The last couple of times that I have baked brownies, they would come out with a thin layer of oil at the top. I don't know if i'm not giving the butter-sugar mixture enough time to cool down but after I add the egg and chocolate, the batter looks too runny and oily.
First Method: Melt butter and sugar together in a pot until homogeneous, add beaten egg then chocolate. Put all of that together with the dry ingredients and bake.

Recently, I tried doing something a little bit different. I've been making caramels, so I kind of experimented with my sugar.
New Method: Melt sugar until it becomes a syrup, then add hot melted butter until it becomes homogeneous. Add the eggs, chocolate and put them together with the dry ingredients. This time, the batter looked really good. It was nice and thick.

This time the brownies did not become oily. They were good and fudgy.

My question..does anybody melt their sugar before adding the rest of the ingredients in? I know that for Italian meringue and buttercreams, it is a necessity to melt the sugar, but for brownies? I don't know. It worked for me.

Best Answer

Can't say I've ever tried method 2 but if it worked for you then I may actually give it a go as it sounds nice.

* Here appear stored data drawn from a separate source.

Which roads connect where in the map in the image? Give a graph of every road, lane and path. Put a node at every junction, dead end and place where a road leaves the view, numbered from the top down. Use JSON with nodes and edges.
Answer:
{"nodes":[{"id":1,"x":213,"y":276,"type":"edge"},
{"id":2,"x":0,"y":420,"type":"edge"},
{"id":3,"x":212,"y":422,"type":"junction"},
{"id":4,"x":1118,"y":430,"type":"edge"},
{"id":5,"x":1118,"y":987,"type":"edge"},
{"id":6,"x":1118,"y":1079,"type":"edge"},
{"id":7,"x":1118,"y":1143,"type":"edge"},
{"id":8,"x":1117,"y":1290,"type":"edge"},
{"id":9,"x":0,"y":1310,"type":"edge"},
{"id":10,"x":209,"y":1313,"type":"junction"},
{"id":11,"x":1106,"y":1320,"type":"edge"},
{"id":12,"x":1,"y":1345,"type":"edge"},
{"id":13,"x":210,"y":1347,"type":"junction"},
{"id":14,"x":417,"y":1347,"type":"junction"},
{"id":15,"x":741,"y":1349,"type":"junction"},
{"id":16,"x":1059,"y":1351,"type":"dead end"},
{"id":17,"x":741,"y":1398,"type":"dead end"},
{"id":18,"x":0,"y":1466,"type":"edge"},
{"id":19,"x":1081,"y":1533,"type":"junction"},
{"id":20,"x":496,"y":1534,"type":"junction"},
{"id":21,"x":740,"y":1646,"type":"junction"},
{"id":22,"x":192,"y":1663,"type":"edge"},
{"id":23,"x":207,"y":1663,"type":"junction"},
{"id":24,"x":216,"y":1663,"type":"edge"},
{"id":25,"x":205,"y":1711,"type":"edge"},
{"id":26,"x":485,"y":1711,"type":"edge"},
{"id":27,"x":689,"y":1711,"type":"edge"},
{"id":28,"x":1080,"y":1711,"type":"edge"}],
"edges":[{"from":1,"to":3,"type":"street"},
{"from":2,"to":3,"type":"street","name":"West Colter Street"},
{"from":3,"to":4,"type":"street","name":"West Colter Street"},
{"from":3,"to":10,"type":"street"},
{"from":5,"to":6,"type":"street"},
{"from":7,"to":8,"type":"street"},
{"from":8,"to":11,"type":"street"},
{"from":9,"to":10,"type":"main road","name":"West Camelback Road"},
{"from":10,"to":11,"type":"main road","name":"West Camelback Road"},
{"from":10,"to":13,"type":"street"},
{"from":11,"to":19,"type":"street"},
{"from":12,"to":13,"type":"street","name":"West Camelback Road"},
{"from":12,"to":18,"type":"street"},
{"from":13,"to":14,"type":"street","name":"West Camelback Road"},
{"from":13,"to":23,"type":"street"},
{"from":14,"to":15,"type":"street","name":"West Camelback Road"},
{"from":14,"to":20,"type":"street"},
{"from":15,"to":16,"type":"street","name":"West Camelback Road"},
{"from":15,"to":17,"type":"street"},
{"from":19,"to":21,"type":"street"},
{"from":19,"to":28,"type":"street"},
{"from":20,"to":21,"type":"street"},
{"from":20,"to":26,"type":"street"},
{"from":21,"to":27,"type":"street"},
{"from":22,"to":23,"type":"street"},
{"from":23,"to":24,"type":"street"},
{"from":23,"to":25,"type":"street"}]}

As far as method one goes I feel like you've mixed the steps up a little. When I make brownies I melt the chocolate and butter together over a Bain Marie, I then remove from the heat once melted. Whisk the eggs and sugar together till fluffy (ribbon stage). Then fold the dry mix into the eggs and then fold the chocolate into that. Never had any issue and certainly never had any oil seepage.

My thoughts regarding the oil are either:

Possibly the egg/butter/chocolate fat is curdling/splitting (like you'd see from an incorrectly made mayonnaise for example)

Or

The butter is being over heated during the melting stage causing it to split.

But that is only guess work as I said it's never happened to me.